### WORK REQUEST
Exact copies of all the lines below are needed, without the pictures.
(DATA FOR PROCESSING Opens)
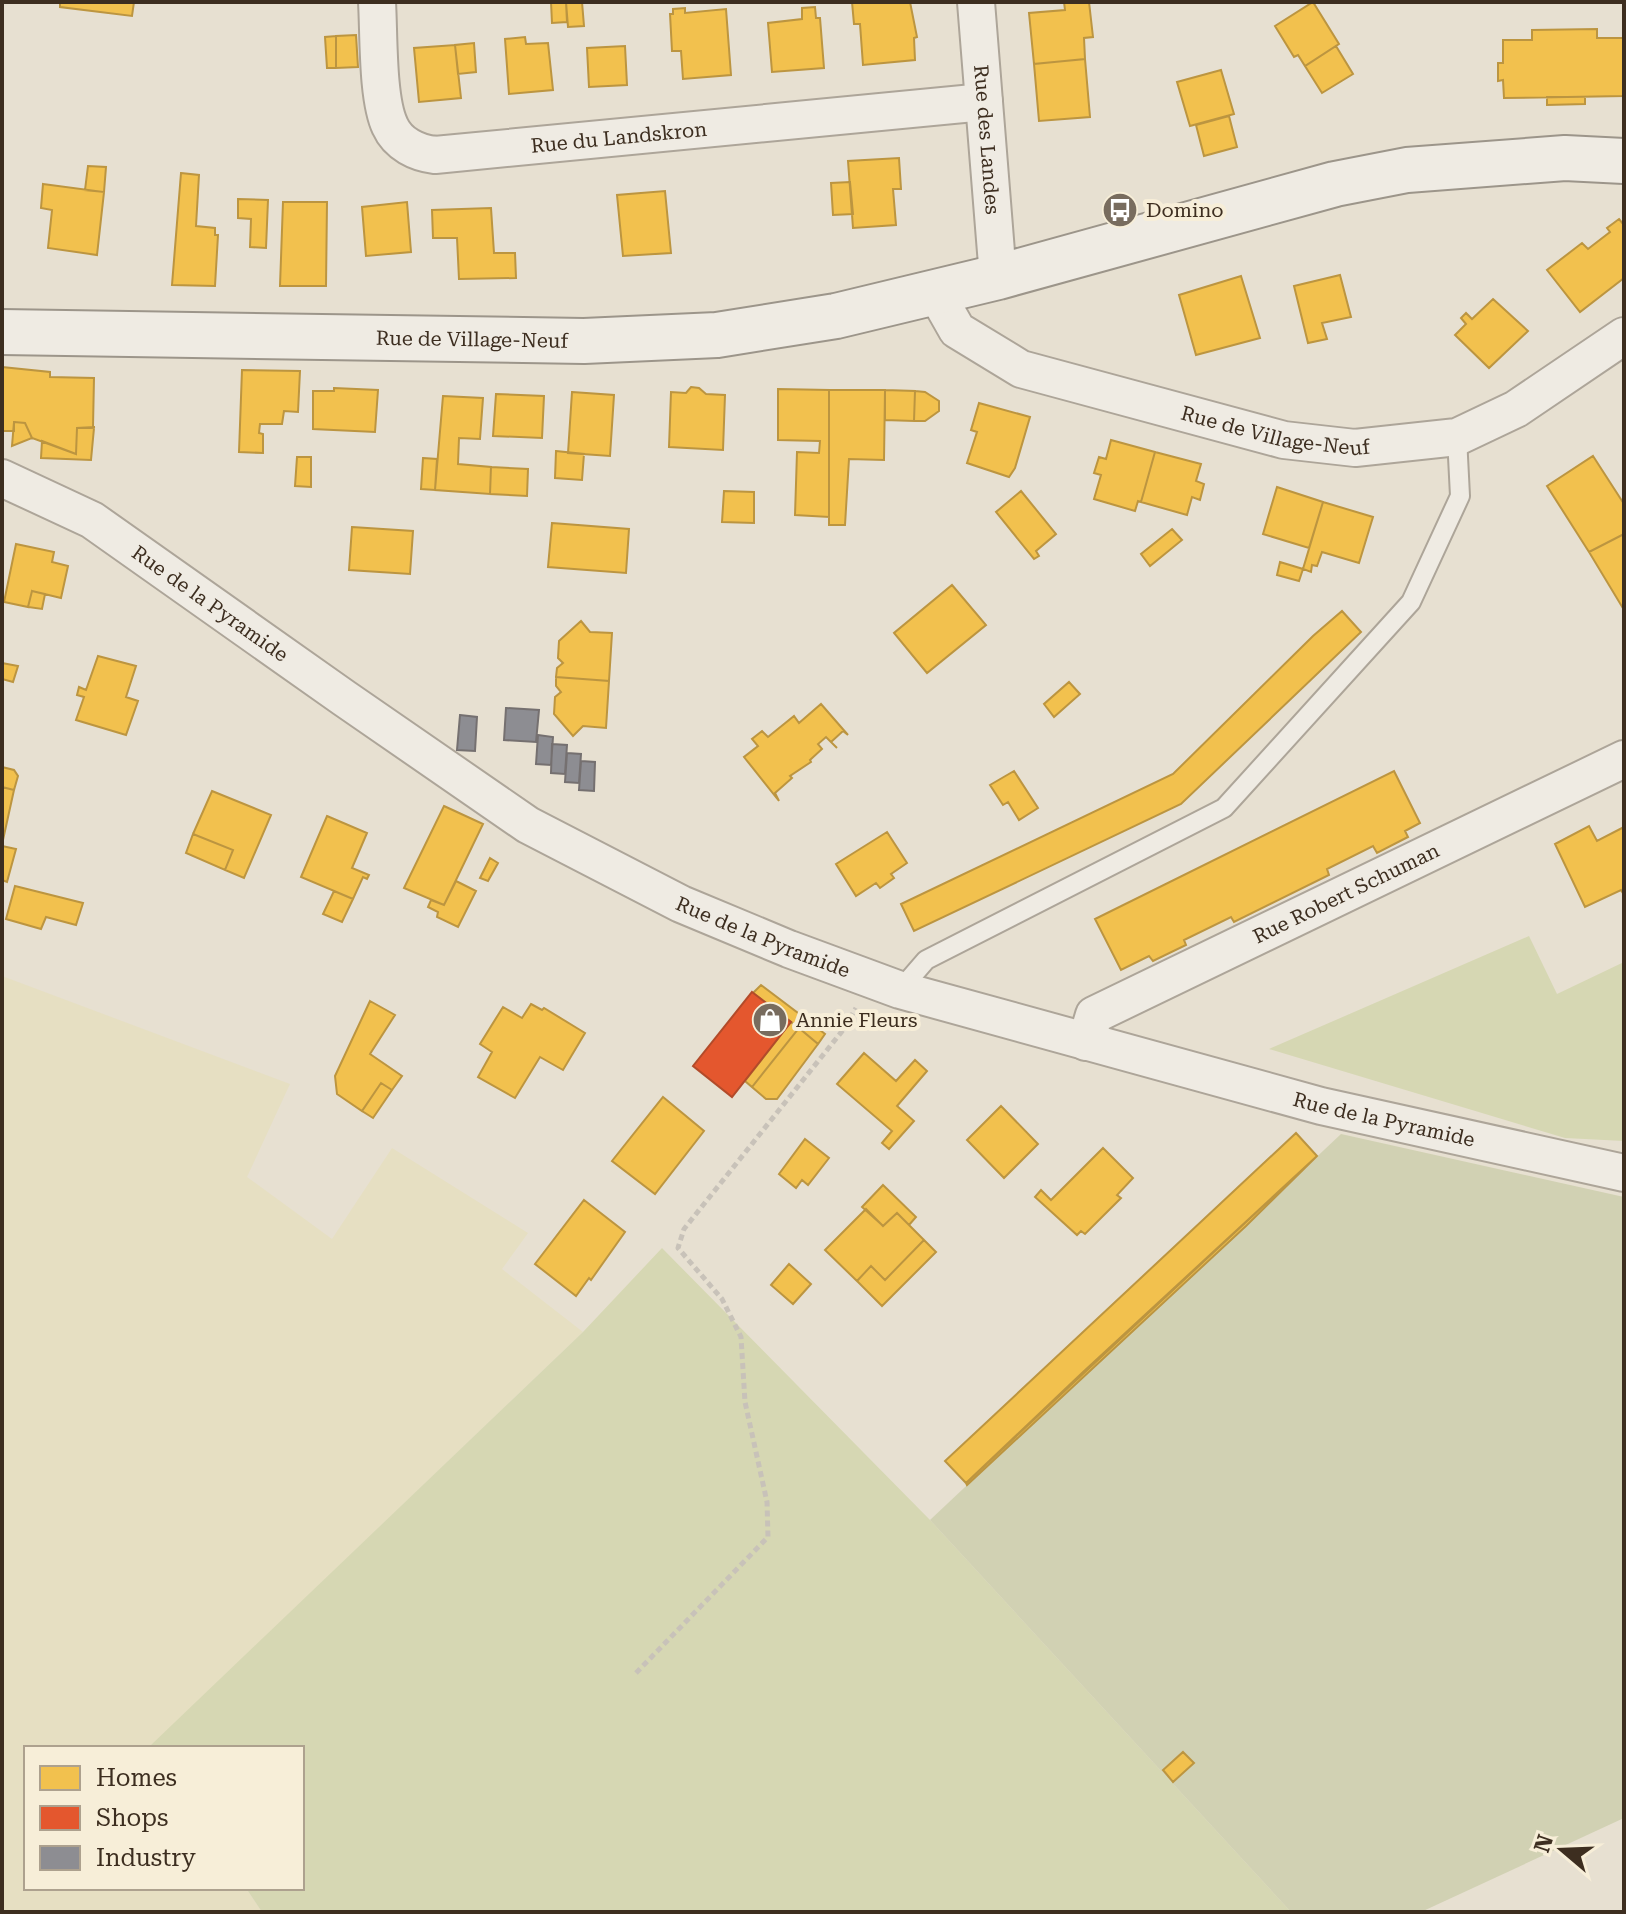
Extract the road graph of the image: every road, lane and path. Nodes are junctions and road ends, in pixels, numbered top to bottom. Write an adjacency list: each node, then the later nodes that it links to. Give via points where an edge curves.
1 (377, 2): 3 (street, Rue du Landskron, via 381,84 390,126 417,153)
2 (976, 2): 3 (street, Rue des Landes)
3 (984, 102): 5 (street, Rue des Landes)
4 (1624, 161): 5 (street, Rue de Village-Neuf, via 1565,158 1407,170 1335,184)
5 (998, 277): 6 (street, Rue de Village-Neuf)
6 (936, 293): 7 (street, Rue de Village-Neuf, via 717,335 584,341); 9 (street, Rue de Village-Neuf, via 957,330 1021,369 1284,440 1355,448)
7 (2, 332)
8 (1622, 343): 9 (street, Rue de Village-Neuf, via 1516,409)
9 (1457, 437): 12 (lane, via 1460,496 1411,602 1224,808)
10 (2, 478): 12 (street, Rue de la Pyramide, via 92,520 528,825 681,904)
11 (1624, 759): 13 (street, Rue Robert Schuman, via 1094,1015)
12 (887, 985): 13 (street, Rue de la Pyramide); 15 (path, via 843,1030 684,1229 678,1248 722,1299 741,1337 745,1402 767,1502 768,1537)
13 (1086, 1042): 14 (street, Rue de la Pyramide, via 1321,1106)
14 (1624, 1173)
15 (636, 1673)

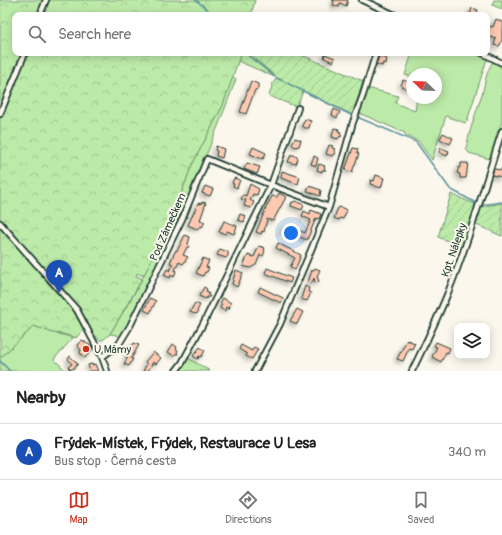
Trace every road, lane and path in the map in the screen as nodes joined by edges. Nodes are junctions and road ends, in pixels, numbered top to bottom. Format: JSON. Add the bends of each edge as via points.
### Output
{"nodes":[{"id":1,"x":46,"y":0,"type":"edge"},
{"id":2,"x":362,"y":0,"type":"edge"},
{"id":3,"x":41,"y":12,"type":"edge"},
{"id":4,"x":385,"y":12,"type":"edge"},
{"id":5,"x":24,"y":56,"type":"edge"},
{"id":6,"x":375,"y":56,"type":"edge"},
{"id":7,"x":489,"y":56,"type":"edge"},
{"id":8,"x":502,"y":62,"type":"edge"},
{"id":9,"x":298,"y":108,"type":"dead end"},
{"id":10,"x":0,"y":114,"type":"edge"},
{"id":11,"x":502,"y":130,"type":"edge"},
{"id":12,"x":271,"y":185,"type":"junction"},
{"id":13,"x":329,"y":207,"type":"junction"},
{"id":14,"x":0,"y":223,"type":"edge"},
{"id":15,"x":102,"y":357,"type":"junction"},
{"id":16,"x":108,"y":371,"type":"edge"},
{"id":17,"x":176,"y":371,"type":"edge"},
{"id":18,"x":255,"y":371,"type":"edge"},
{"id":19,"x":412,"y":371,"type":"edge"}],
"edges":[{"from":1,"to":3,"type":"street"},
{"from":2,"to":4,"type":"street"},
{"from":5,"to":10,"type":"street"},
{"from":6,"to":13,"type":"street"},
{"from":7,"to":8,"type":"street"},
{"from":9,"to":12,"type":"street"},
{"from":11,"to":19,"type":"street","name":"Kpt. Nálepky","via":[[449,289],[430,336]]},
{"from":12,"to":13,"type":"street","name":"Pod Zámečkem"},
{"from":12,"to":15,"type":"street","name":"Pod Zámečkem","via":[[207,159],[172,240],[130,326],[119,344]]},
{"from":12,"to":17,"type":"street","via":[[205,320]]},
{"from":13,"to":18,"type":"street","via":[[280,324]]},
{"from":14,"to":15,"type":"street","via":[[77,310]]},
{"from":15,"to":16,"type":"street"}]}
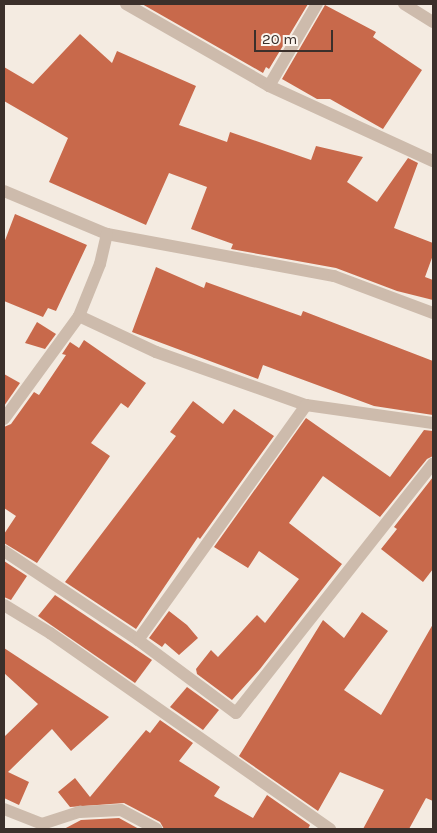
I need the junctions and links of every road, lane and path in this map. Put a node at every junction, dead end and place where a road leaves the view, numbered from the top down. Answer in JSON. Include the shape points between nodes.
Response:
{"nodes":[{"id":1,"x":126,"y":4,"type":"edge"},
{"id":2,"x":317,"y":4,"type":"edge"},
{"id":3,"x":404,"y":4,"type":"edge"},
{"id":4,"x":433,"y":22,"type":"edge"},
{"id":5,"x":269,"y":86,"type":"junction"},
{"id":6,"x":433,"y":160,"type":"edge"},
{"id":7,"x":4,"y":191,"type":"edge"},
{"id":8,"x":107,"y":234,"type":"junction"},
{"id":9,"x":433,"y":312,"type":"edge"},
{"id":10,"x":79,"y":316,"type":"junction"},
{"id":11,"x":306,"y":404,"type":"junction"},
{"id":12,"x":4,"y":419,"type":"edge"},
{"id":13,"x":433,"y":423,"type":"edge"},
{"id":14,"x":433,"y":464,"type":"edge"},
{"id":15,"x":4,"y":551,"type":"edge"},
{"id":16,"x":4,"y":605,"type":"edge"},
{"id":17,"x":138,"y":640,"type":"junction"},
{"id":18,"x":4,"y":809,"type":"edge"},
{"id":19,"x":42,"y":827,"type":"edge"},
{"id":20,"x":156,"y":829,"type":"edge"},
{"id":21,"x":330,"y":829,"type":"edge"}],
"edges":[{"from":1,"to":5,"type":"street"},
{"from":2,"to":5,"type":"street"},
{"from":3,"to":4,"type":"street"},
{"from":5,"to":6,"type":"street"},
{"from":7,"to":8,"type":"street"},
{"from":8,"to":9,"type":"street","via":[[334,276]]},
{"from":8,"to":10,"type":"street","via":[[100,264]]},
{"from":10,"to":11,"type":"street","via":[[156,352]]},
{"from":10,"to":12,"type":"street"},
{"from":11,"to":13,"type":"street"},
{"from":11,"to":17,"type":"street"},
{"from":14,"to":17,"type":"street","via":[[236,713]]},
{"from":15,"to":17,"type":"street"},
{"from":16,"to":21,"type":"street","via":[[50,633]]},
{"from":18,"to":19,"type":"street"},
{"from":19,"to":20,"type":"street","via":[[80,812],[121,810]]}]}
(DATA FOR PROCESSING Closes)
### RESULT BELOW
Extract the road graph of the image: every road, lane and path. Nodes are junctions and road ends, in pixels, numbered top to bottom. Write an adjacency list: each node, then the later nodes that it links to. Give via points where an edge curves.
1 (377, 2): 3 (street, Rue du Landskron, via 381,84 390,126 417,153)
2 (976, 2): 3 (street, Rue des Landes)
3 (984, 102): 5 (street, Rue des Landes)
4 (1624, 161): 5 (street, Rue de Village-Neuf, via 1565,158 1407,170 1335,184)
5 (998, 277): 6 (street, Rue de Village-Neuf)
6 (936, 293): 7 (street, Rue de Village-Neuf, via 717,335 584,341); 9 (street, Rue de Village-Neuf, via 957,330 1021,369 1284,440 1355,448)
7 (2, 332)
8 (1622, 343): 9 (street, Rue de Village-Neuf, via 1516,409)
9 (1457, 437): 12 (lane, via 1460,496 1411,602 1224,808)
10 (2, 478): 12 (street, Rue de la Pyramide, via 92,520 528,825 681,904)
11 (1624, 759): 13 (street, Rue Robert Schuman, via 1094,1015)
12 (887, 985): 13 (street, Rue de la Pyramide); 15 (path, via 843,1030 684,1229 678,1248 722,1299 741,1337 745,1402 767,1502 768,1537)
13 (1086, 1042): 14 (street, Rue de la Pyramide, via 1321,1106)
14 (1624, 1173)
15 (636, 1673)

Trace every road, lane and path in the map in the screen as nodes joined by edges. Nodes are junctions and road ends, in pixels, numbered top to bottom. Format: JSON. Add the bends of each edge as via points.
### Output
{"nodes":[{"id":1,"x":46,"y":0,"type":"edge"},
{"id":2,"x":362,"y":0,"type":"edge"},
{"id":3,"x":41,"y":12,"type":"edge"},
{"id":4,"x":385,"y":12,"type":"edge"},
{"id":5,"x":24,"y":56,"type":"edge"},
{"id":6,"x":375,"y":56,"type":"edge"},
{"id":7,"x":489,"y":56,"type":"edge"},
{"id":8,"x":502,"y":62,"type":"edge"},
{"id":9,"x":298,"y":108,"type":"dead end"},
{"id":10,"x":0,"y":114,"type":"edge"},
{"id":11,"x":502,"y":130,"type":"edge"},
{"id":12,"x":271,"y":185,"type":"junction"},
{"id":13,"x":329,"y":207,"type":"junction"},
{"id":14,"x":0,"y":223,"type":"edge"},
{"id":15,"x":102,"y":357,"type":"junction"},
{"id":16,"x":108,"y":371,"type":"edge"},
{"id":17,"x":176,"y":371,"type":"edge"},
{"id":18,"x":255,"y":371,"type":"edge"},
{"id":19,"x":412,"y":371,"type":"edge"}],
"edges":[{"from":1,"to":3,"type":"street"},
{"from":2,"to":4,"type":"street"},
{"from":5,"to":10,"type":"street"},
{"from":6,"to":13,"type":"street"},
{"from":7,"to":8,"type":"street"},
{"from":9,"to":12,"type":"street"},
{"from":11,"to":19,"type":"street","name":"Kpt. Nálepky","via":[[449,289],[430,336]]},
{"from":12,"to":13,"type":"street","name":"Pod Zámečkem"},
{"from":12,"to":15,"type":"street","name":"Pod Zámečkem","via":[[207,159],[172,240],[130,326],[119,344]]},
{"from":12,"to":17,"type":"street","via":[[205,320]]},
{"from":13,"to":18,"type":"street","via":[[280,324]]},
{"from":14,"to":15,"type":"street","via":[[77,310]]},
{"from":15,"to":16,"type":"street"}]}
I need the junctions and links of every road, lane and path in this map. Put a node at every junction, dead end and place where a road leaves the view, numbered from the top down. Answer in JSON. Include the shape points between nodes.
Response:
{"nodes":[{"id":1,"x":126,"y":4,"type":"edge"},
{"id":2,"x":317,"y":4,"type":"edge"},
{"id":3,"x":404,"y":4,"type":"edge"},
{"id":4,"x":433,"y":22,"type":"edge"},
{"id":5,"x":269,"y":86,"type":"junction"},
{"id":6,"x":433,"y":160,"type":"edge"},
{"id":7,"x":4,"y":191,"type":"edge"},
{"id":8,"x":107,"y":234,"type":"junction"},
{"id":9,"x":433,"y":312,"type":"edge"},
{"id":10,"x":79,"y":316,"type":"junction"},
{"id":11,"x":306,"y":404,"type":"junction"},
{"id":12,"x":4,"y":419,"type":"edge"},
{"id":13,"x":433,"y":423,"type":"edge"},
{"id":14,"x":433,"y":464,"type":"edge"},
{"id":15,"x":4,"y":551,"type":"edge"},
{"id":16,"x":4,"y":605,"type":"edge"},
{"id":17,"x":138,"y":640,"type":"junction"},
{"id":18,"x":4,"y":809,"type":"edge"},
{"id":19,"x":42,"y":827,"type":"edge"},
{"id":20,"x":156,"y":829,"type":"edge"},
{"id":21,"x":330,"y":829,"type":"edge"}],
"edges":[{"from":1,"to":5,"type":"street"},
{"from":2,"to":5,"type":"street"},
{"from":3,"to":4,"type":"street"},
{"from":5,"to":6,"type":"street"},
{"from":7,"to":8,"type":"street"},
{"from":8,"to":9,"type":"street","via":[[334,276]]},
{"from":8,"to":10,"type":"street","via":[[100,264]]},
{"from":10,"to":11,"type":"street","via":[[156,352]]},
{"from":10,"to":12,"type":"street"},
{"from":11,"to":13,"type":"street"},
{"from":11,"to":17,"type":"street"},
{"from":14,"to":17,"type":"street","via":[[236,713]]},
{"from":15,"to":17,"type":"street"},
{"from":16,"to":21,"type":"street","via":[[50,633]]},
{"from":18,"to":19,"type":"street"},
{"from":19,"to":20,"type":"street","via":[[80,812],[121,810]]}]}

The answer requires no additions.